▶ Assigned task
Using the listing below, return every line that includes "numbered".

▶ Provided data

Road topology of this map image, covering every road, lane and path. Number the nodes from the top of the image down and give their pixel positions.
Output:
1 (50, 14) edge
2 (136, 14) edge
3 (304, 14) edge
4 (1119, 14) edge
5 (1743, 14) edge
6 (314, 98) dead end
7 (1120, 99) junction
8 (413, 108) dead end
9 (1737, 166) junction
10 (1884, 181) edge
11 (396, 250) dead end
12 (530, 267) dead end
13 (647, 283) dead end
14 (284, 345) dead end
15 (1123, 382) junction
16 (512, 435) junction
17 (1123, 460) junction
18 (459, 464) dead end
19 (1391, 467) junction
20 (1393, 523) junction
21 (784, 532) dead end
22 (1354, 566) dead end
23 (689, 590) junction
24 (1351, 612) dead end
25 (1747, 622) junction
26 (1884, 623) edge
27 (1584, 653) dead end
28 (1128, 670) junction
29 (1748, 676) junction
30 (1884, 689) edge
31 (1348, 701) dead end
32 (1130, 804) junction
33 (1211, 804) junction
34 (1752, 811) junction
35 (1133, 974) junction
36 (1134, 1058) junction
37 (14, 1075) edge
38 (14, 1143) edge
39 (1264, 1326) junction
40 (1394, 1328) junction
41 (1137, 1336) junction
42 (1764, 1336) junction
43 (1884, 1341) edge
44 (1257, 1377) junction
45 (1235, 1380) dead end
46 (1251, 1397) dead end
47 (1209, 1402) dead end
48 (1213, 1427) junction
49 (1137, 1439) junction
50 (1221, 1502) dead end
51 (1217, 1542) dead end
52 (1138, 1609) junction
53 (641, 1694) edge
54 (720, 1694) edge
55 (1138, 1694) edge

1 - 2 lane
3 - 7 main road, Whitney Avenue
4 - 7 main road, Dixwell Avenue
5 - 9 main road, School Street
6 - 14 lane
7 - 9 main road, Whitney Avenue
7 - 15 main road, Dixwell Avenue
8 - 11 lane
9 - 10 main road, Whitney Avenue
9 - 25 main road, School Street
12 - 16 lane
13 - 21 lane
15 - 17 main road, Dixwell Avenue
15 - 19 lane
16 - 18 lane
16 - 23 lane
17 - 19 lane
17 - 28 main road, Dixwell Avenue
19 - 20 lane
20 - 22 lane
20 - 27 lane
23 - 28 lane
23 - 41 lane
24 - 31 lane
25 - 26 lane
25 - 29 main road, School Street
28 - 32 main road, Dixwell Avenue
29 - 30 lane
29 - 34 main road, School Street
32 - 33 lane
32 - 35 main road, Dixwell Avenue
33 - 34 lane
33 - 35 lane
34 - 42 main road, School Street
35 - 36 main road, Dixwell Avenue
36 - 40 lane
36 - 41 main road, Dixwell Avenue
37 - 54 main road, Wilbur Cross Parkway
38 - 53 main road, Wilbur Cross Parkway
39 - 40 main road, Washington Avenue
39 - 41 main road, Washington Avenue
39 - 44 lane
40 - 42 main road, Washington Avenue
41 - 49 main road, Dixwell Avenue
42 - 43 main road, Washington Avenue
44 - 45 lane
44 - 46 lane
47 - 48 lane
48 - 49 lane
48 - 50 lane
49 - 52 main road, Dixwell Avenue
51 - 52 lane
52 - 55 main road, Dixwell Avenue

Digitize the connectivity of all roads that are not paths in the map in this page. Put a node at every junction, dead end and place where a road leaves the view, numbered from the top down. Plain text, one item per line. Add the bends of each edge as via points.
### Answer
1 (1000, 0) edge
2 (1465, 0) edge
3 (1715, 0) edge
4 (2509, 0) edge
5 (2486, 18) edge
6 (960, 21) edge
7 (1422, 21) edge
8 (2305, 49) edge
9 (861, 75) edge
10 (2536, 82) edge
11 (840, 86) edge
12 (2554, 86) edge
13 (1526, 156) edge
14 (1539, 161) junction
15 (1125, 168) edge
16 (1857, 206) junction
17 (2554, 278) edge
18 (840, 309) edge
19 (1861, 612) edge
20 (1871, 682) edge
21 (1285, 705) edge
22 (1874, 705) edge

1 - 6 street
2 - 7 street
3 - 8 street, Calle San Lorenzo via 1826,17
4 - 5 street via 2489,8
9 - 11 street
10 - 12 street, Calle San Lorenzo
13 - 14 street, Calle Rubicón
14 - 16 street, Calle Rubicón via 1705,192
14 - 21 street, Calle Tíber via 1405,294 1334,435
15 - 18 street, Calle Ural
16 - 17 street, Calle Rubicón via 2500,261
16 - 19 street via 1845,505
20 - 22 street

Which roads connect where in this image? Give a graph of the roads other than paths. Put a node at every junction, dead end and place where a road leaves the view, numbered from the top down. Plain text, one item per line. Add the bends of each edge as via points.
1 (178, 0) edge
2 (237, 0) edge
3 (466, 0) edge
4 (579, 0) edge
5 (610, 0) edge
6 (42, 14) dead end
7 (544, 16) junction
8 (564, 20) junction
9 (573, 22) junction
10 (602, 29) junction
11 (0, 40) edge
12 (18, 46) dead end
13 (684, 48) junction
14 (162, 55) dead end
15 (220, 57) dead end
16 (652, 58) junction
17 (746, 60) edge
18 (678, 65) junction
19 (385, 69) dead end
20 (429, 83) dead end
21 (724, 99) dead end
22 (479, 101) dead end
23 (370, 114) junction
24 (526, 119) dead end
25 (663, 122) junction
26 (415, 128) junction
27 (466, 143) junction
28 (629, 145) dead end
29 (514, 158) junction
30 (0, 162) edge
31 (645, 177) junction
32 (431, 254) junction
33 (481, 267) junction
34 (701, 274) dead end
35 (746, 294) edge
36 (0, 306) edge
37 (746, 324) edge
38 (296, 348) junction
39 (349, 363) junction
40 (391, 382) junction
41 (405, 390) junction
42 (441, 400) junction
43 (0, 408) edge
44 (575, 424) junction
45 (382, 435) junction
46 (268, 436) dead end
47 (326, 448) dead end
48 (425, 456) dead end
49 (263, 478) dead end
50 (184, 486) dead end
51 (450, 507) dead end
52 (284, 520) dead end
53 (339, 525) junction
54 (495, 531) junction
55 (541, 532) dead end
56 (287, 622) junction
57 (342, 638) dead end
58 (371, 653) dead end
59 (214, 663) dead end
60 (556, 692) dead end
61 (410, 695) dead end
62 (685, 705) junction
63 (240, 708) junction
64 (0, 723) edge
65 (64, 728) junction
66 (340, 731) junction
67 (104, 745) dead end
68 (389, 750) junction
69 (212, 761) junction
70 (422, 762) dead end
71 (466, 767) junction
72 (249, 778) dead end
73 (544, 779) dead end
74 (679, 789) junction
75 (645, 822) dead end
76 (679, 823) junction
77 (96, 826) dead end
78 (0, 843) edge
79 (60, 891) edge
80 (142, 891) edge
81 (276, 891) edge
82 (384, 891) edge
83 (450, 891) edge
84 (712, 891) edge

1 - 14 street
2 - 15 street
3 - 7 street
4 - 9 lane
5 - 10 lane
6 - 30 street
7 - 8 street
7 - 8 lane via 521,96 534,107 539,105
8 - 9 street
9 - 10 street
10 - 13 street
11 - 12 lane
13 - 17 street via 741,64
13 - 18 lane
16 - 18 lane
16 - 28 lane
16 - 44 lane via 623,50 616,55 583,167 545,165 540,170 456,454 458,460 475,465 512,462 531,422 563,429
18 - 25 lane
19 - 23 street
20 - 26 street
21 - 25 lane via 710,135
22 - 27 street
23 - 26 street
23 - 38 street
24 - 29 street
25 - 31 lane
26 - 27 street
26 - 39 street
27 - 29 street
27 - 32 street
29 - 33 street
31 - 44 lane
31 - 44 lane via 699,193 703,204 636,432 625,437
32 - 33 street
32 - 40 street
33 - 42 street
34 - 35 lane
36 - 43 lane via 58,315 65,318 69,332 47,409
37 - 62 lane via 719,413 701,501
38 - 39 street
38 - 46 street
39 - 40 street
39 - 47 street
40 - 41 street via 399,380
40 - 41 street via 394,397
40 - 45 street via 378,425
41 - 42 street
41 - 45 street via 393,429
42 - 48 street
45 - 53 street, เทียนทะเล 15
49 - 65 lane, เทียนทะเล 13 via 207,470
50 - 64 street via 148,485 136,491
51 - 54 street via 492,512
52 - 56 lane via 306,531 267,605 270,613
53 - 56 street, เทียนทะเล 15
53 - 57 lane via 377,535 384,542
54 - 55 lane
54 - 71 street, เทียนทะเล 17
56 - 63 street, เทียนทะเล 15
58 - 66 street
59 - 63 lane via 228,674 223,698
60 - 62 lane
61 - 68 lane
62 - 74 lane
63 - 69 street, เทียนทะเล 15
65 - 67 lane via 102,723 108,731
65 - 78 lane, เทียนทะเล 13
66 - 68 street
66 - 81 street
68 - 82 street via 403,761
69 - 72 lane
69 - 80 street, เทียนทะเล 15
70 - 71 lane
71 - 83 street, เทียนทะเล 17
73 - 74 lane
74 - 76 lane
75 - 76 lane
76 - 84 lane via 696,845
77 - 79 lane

▶ Task answer
Digitize the connectivity of all roads that are not paths in the map in this page. Put a node at every junction, dead end and place where a road leaves the view, numbered from the top down. Plain text, one item per line. Add the bends of each edge as via points.
Which roads connect where in this image? Give a graph of the roads other than paths. Put a node at every junction, dead end and place where a road leaves the view, numbered from the top down. Plain text, one item per line. Add the bends of each edge as via points.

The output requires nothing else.